Esce ufficialmente nelle prossime ore, ma mezzo mondo lo sta ascoltando sulla web radio a pagamento SiriusXM e da altre fonti.
Hello Sunshine, il singolo di Bruce che prepara la strada all’album che uscirà in giugno, è tutt’altro che una canzone acustica stile Nebraska come qualcuno si aspettava.
Bruce aveva annunciato un album con “arrangiamenti orchestrali cinematografici” e sì, tutto sommato la definizione ci sta; si era parlato persino di Burt Bacharach, e capisco il riferimento, sebbene almeno il singolo abbia una sua asciuttezza melodica che lo accosta più a un certo country “d’autore”: anzi, se ve lo devo dire, a me ricorda un po’ Gentle on my Mind di John Hartford, ma più nella versione di Glen Campbell o quando lo stesso Hartford la arrangia con la pedal steel guitar. E poi Everybody’s Talking, ma di brutto, però con l’incedere inimitabile delle cose più intime di Bruce.

I suoi singoli sono così, sin dalle notti passate a riascoltare mille volte Dancing in the Dark prima di andare a scuola con le occhiaie: ti innamori dopo due ascolti e non li molli più perché, non te ne accorgi, ma ci trovi dentro mille cose che conosci da quando eri bambino, schegge impazzite di immaginari sonori (a partire dal titolo).

Ora, più che di questo singolo non possiamo parlare: e i singoli di Bruce non sempre sono biglietti da visita fedeli dell’album che segue; e inoltre le poche anticipazioni che abbiamo ci parlano di un progetto assai ambizioso.
Ma fino a che non ho ascoltato Hello Sunshine ho coltivato una mia personale idea degli anni recenti di Springsteen. E cioè che la sua ultima missione – che compie continuando a parlare di quell’America che racconta come quasi nessun altro – non sia più quella di colpire al cuore il suo pubblico – ché quello il cuore gliel’ha appaltato da anni e a tempo indeterminato: ma piuttosto quella di occupare nel rock americano il posto speciale di chi è riuscito a dire la sua in tutti i generi e i sottogeneri possibili, quasi che più che passare alla storia, volesse diventare egli stesso quella storia.
Ha suonato il rock and roll, il rhythm and blues, il soul, e poi il country, e la canzone politica e poi le varie diramazioni della musica roots senza trascurare la musica irlandese; ha flirtato col metal mettendosi in casa Tom Morello, e nel celebre interminabile tour di “Wrecking Ball” ha inanellato cover di AC-DC, Bee Gees, dei Suicide persino. Che gli manca?
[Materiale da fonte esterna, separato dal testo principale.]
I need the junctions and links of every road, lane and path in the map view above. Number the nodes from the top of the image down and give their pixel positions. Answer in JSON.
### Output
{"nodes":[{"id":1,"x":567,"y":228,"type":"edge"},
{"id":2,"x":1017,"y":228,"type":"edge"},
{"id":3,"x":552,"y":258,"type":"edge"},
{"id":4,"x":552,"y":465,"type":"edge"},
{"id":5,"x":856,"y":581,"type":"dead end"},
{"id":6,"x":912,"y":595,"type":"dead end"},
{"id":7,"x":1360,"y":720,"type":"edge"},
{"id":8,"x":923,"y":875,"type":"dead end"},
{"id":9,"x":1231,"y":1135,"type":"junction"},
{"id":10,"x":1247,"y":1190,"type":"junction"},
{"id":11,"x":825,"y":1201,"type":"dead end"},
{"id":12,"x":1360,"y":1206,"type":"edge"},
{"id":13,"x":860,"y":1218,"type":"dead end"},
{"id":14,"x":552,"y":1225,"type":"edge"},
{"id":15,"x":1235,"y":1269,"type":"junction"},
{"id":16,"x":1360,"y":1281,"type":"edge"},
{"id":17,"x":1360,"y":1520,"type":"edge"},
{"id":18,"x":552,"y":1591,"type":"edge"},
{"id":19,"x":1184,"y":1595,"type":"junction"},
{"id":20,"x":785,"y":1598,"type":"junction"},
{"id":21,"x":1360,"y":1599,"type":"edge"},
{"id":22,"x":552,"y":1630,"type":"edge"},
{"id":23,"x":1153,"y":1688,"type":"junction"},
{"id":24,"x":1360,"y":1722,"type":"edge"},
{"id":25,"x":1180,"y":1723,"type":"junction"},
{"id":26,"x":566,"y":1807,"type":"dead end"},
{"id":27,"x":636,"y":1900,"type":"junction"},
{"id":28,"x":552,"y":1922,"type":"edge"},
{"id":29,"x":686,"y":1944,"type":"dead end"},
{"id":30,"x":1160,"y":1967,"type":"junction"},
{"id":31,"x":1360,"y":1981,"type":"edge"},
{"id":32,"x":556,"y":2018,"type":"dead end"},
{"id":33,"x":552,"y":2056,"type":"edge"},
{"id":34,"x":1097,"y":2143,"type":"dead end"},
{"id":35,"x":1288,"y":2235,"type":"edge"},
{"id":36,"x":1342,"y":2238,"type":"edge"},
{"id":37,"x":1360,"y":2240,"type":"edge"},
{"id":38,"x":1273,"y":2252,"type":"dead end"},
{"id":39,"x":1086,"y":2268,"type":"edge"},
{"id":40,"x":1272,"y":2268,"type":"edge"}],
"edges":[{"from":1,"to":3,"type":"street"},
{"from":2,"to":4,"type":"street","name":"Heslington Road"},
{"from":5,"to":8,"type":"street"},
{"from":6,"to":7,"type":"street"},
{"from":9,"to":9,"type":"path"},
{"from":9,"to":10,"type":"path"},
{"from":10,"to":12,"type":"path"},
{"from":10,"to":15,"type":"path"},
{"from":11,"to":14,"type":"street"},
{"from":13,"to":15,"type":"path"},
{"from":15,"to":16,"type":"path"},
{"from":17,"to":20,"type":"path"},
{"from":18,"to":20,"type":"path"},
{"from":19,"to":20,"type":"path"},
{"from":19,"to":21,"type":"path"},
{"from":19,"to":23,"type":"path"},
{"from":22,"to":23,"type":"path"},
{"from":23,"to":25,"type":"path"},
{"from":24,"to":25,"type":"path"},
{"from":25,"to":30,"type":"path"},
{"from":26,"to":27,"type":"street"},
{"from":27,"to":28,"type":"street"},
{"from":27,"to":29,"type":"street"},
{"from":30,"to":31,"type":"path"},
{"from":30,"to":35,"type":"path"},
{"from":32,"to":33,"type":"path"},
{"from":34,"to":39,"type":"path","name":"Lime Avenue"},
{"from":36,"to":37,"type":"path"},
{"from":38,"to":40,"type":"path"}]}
Da Woody Guthrie al punk, per lui la musica del ‘900 è come una parete per un imbianchino: quel che c’è da fare è rimboccarsi le maniche e non fermarsi fino a che non sia coperta tutta.
L’ho pensato negli ultimi anni come un artista cioè che, arrivato alla soglia dei settanta, può ben dire di aver fatto il suo dovere (davvero, ci ha dato più di quanto fosse legittimo chiedere a chiunque), e si dedica ad arredare la propria spaziosissima nicchia dentro quella storia, dicendo qualcosa di autorevole in tutti i generi che può. Magari senza l’ironia di Neil Young, ma grazie al cielo anche senza l’aria austera di Bob Dylan che rifà Sinatra.

Oggi, che mi sorprendo a rintracciare in questo singolo i pezzi di una storia che mi appartiene da quando nemmeno lo sapevo, penso che non sono i volumi del’enciclopedia i luoghi che Bruce vuole conquistare (non era uno di quelli che “avevano imparato più da un disco di tre minuti che da tutti i libri di scuola”?): ma i territori di quell’immaginario sonoro di cui io, voi, lui e molti altri ci siamo nutriti.

Il Bruce di oggi l’ha detto e ripetuto: sono quello che ha scritto Nato per correre eppure vivo a cinque minuti dalla casa dei miei; ho parlato della vita della fabbrica senza avere idea di cosa fosse. “Ho inventato tutto – capite quanto sono bravo?”. Lo show è finito, e quello che ci chiede oggi non è di partecipare ancora a quella favola o di credere a quel mito: è di assistere a bocca aperta alla sua costruzione.